E.g. it's easy to do JS feature detection (scary) or TLS handshake 
fingerprinting (extremely scary) and see we are not really the browser 
that our user agent quirk claims to be. We are largely toothless here, 
unfortunately. If Google continues to discriminate solely on the basis 
of the user agent header, and doesn't adopt any more advanced 
discrimination mechanisms, then we will survive, although it would help 
if Apple is willing to take a hard stance and adopt the same set of 
cross-platform quirks in Safari, which would "work" by causing Safari 
to break in the same way as non-Safari WebKit... probably not very 
palatable, but if adopted well in advance of this Jan 4 flag date, it 
would at least make it *harder* for Google to hurt non-Safari WebKit. 
(Adopting the quirks *after* the flag date would likely just 
immediately break Safari.)

But if Google does this properly and uses more sophisticated browser 
fingerprinting techniques, Epiphany is done for.

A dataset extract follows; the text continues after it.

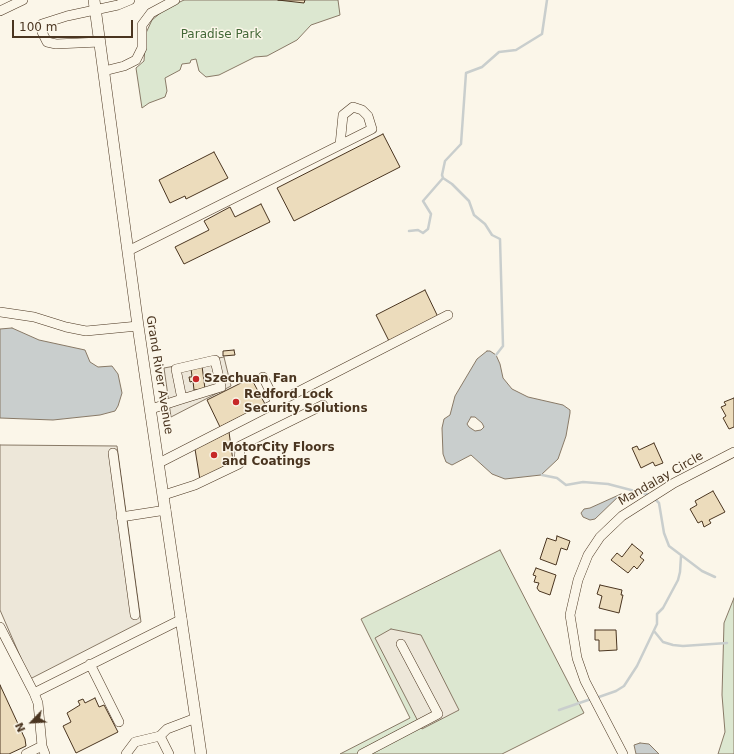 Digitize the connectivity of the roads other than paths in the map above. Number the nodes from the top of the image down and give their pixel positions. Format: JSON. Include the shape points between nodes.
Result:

This could be an 
existential threat for non-Safari WebKit browsers. Nobody is going to 
be interested in using a browser that doesn't support Google websites. 
Google's expressly-stated goal is to block embedded browser frameworks 
and non-supported browsers from signing into Google accounts. The blog 
post says: "This block affects CEF-based apps and other non-supported 
browsers." It says: "We do not allow sign-in from browsers based on 
frameworks like CEF or Embedded Internet Explorer." Clearly CEF is the 
main target, but I guess WebKit (and likely also QtWebEngine) is at 
risk too; even if we're not mentioned directly, it seems pretty clear 
that WebKitGTK, WPE, PlayStation and WinCairo ports, etc. are all 
likely non-grata.

So what should WebKit do about this? I don't know. Nothing has happened 
yet, so I guess we could wait and see what happens on January 4. Maybe 
this won't affect us at all. But my fear is that January 4 will arrive, 
we will be blocked, and more user agent quirks may or may not work. 
Even if WebKit is not blocked, we can be confident January 4 will be a 
sad day for browser diversity. I wonder if this is something that 
WebKit as a project could push back against... somehow. Maybe publish a 
statement supporting browsers based on embedded frameworks (WebKit, 
CEF, QtWebEngine)? Or some new WebKit project policy? Any suggestions?